J.P. played regularly at the Coffee Gallery on Grant Street in the early sixties, performing with Meltzer, Gurley and Peter Albin (who later formed Big Brother and the Holding Company) and many others.
J.P. and Mary Ann lived in the Los Angeles area early in their married life, and they became friends with Beat artists such as George Herms, Frank Stewart, Wallace Berman and David and Tina Meltzer.
J.P. loved music and the joy of creating it, and he loved all music: Ralph Stanley, Hank Williams, Lefty Frizzell, Billie Holiday, Doc Boggs, Mainer’s Mountaineers, Don Gibson, Jo Stafford, Lester Flatt & Earl Scruggs, The New Lost City Ramblers, Doc Watson, Charlie Parker, Lennie Tristano, Django Reinhardt, Mavis Staples, The HiLos, The Abyssinian Gospel Choir, Ornette Coleman, John Coltrane, Jimi Hendrix, as well as Eddie Lang, Bix Beiderbecke, Robert Johnson, Bob Dylan, the Beatles, Ray Charles and Howlin Wolf, just to name a few of the record albums he owned and listened to regularly.
He had studied the piano and saxophone in a formal way, then picked up the guitar, finally settling on the banjo and learning to play bluegrass, a genre that seemed to offer him joy and freedom.
He had been inspired and influenced by his beatnik artist friends, and by the revolution in the art world earlier last century that produced the Dada/Anti-Art movement and the found object philosophy of Marcel Duchamp.
He also had a passion for the written word, and in 1958 he owned a bookstore in Portland, Oregon, “Days and Nights,” and carried many titles from Grove Press, which was at that time embattled in court for distributing Henry Miller's works, among others.
His incredible generosity (he would give the shirt off his back if he saw the need, and did so frequently), his deep love for his family and friends, the heart-felt music he composed and played as naturally as he breathed, all speak of a man committed to his desire to live life fully and without restraints.
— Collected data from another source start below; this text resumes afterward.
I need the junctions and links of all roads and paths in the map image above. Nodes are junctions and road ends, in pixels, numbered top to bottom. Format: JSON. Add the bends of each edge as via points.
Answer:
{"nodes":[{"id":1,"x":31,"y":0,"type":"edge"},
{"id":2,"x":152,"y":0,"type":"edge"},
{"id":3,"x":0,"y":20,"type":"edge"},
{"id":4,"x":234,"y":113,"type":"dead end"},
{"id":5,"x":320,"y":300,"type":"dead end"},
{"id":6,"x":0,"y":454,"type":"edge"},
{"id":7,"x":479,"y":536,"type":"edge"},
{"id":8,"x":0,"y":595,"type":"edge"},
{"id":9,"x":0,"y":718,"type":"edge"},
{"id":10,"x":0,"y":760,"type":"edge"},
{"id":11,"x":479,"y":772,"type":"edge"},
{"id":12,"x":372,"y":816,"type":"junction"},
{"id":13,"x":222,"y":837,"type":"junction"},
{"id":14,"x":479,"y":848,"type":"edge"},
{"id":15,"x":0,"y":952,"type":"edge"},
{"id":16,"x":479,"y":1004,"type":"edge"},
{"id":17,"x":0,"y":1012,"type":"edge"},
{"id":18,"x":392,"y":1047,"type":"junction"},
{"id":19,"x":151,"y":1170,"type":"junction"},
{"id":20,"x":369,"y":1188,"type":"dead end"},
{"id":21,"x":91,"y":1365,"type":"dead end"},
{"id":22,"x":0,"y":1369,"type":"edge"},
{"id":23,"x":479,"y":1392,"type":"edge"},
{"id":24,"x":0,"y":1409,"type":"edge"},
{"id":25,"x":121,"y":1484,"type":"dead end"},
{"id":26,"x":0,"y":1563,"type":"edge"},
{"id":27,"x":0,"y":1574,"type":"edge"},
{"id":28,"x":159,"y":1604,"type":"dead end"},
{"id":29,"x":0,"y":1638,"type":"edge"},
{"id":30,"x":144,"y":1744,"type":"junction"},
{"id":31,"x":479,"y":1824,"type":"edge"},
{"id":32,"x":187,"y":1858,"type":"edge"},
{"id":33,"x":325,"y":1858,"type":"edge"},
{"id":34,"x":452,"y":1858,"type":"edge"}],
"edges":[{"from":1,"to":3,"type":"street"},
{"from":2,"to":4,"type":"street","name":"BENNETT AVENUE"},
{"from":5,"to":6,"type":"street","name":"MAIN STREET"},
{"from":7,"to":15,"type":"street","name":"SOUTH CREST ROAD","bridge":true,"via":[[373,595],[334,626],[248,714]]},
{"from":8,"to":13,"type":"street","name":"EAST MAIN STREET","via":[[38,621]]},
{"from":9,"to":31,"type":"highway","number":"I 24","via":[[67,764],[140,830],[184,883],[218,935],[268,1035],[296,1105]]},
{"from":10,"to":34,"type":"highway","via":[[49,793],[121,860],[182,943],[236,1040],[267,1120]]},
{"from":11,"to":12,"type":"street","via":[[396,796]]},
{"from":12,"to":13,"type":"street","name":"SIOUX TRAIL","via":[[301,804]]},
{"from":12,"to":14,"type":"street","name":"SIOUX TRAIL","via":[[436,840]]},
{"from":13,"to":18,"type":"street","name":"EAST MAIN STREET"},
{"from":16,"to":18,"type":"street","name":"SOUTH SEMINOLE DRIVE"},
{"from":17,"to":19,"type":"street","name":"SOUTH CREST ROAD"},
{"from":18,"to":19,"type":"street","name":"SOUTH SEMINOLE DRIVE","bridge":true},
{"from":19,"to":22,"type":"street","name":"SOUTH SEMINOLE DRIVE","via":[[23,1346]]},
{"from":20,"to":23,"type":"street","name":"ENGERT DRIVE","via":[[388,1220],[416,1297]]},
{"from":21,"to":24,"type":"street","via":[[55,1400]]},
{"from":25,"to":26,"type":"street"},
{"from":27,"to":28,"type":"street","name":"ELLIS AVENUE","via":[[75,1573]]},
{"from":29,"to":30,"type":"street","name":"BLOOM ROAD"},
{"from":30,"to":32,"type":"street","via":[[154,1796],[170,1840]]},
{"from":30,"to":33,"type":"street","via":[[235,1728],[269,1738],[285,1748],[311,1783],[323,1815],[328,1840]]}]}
In 1969 their home in Lagunitas was lost to foreclosure when J.P.’s parents stopped paying the mortgage after J.P. refused to enter a mental health hospital for treatment for his addiction to methedrine.
As Peter Coyote wrote in 1998, “It was not J.P.’s music, his adventurous spirit, his quest to live free and improvisationally, his fascination with “stuff”, nor mine, which exacted these exorbitant costs, it was drugs and our failures of character and will to refuse them.